◆ EXERCISE BRIEF: Output only the entries, exactly as given, without the pictures.

━━━━━━

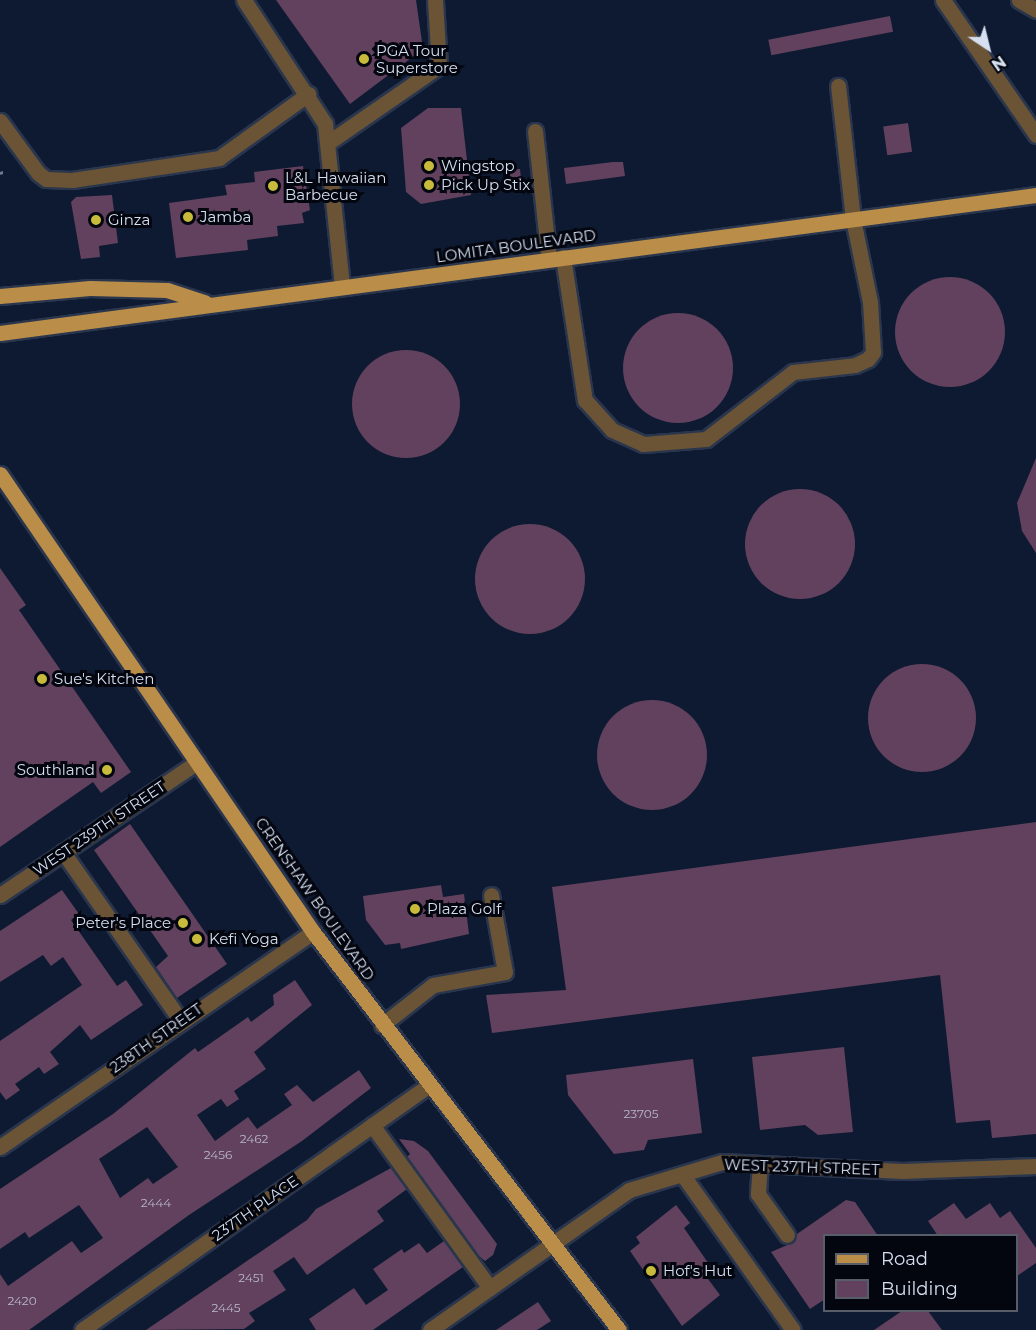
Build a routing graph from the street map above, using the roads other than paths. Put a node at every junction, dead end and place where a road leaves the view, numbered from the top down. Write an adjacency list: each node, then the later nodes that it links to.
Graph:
1 (244, 0): 7 (street)
2 (435, 0): 11 (street)
3 (943, 0): 10 (street)
4 (1019, 0): 5 (street)
5 (1036, 10)
6 (838, 86): 13 (street)
7 (308, 94): 8 (street); 11 (street)
8 (0, 122)
9 (535, 130): 14 (street)
10 (1036, 135)
11 (330, 142): 15 (street)
12 (1036, 195): 13 (main road, LOMITA BOULEVARD)
13 (853, 219): 14 (main road, LOMITA BOULEVARD); 14 (street)
14 (556, 259): 15 (main road, LOMITA BOULEVARD)
15 (342, 287): 17 (main road, LOMITA BOULEVARD)
16 (0, 297): 17 (main road)
17 (211, 303): 18 (main road, LOMITA BOULEVARD)
18 (0, 333)
19 (0, 474): 20 (main road, CRENSHAW BOULEVARD)
20 (197, 762): 21 (street, WEST 239TH STREET); 24 (main road, CRENSHAW BOULEVARD)
21 (63, 852): 22 (street, WEST 239TH STREET); 25 (street)
22 (0, 895)
23 (491, 895): 26 (street)
24 (313, 932): 25 (street, 238TH STREET); 26 (main road, CRENSHAW BOULEVARD)
25 (181, 1021): 29 (street, 238TH STREET)
26 (382, 1025): 27 (main road, CRENSHAW BOULEVARD)
27 (428, 1086): 28 (street, 237TH PLACE); 34 (main road, CRENSHAW BOULEVARD)
28 (372, 1125): 35 (street); 37 (street, 237TH PLACE)
29 (0, 1147)
30 (760, 1164): 31 (street, WEST 237TH STREET); 32 (street, WEST 237TH STREET); 33 (street)
31 (1036, 1166)
32 (682, 1174): 34 (street, WEST 237TH STREET); 36 (street)
33 (787, 1235)
34 (552, 1244): 35 (street, WEST 237TH STREET); 39 (main road, CRENSHAW BOULEVARD)
35 (490, 1288): 38 (street, WEST 237TH STREET)
36 (788, 1328)
37 (82, 1330)
38 (430, 1330)
39 (619, 1330)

━━━━━━

◆ COMPLETED TASK:
Build a routing graph from the street map above, using the roads other than paths. Put a node at every junction, dead end and place where a road leaves the view, numbered from the top down. Write an adjacency list: each node, then the later nodes that it links to.
Graph:
1 (244, 0): 7 (street)
2 (435, 0): 11 (street)
3 (943, 0): 10 (street)
4 (1019, 0): 5 (street)
5 (1036, 10)
6 (838, 86): 13 (street)
7 (308, 94): 8 (street); 11 (street)
8 (0, 122)
9 (535, 130): 14 (street)
10 (1036, 135)
11 (330, 142): 15 (street)
12 (1036, 195): 13 (main road, LOMITA BOULEVARD)
13 (853, 219): 14 (main road, LOMITA BOULEVARD); 14 (street)
14 (556, 259): 15 (main road, LOMITA BOULEVARD)
15 (342, 287): 17 (main road, LOMITA BOULEVARD)
16 (0, 297): 17 (main road)
17 (211, 303): 18 (main road, LOMITA BOULEVARD)
18 (0, 333)
19 (0, 474): 20 (main road, CRENSHAW BOULEVARD)
20 (197, 762): 21 (street, WEST 239TH STREET); 24 (main road, CRENSHAW BOULEVARD)
21 (63, 852): 22 (street, WEST 239TH STREET); 25 (street)
22 (0, 895)
23 (491, 895): 26 (street)
24 (313, 932): 25 (street, 238TH STREET); 26 (main road, CRENSHAW BOULEVARD)
25 (181, 1021): 29 (street, 238TH STREET)
26 (382, 1025): 27 (main road, CRENSHAW BOULEVARD)
27 (428, 1086): 28 (street, 237TH PLACE); 34 (main road, CRENSHAW BOULEVARD)
28 (372, 1125): 35 (street); 37 (street, 237TH PLACE)
29 (0, 1147)
30 (760, 1164): 31 (street, WEST 237TH STREET); 32 (street, WEST 237TH STREET); 33 (street)
31 (1036, 1166)
32 (682, 1174): 34 (street, WEST 237TH STREET); 36 (street)
33 (787, 1235)
34 (552, 1244): 35 (street, WEST 237TH STREET); 39 (main road, CRENSHAW BOULEVARD)
35 (490, 1288): 38 (street, WEST 237TH STREET)
36 (788, 1328)
37 (82, 1330)
38 (430, 1330)
39 (619, 1330)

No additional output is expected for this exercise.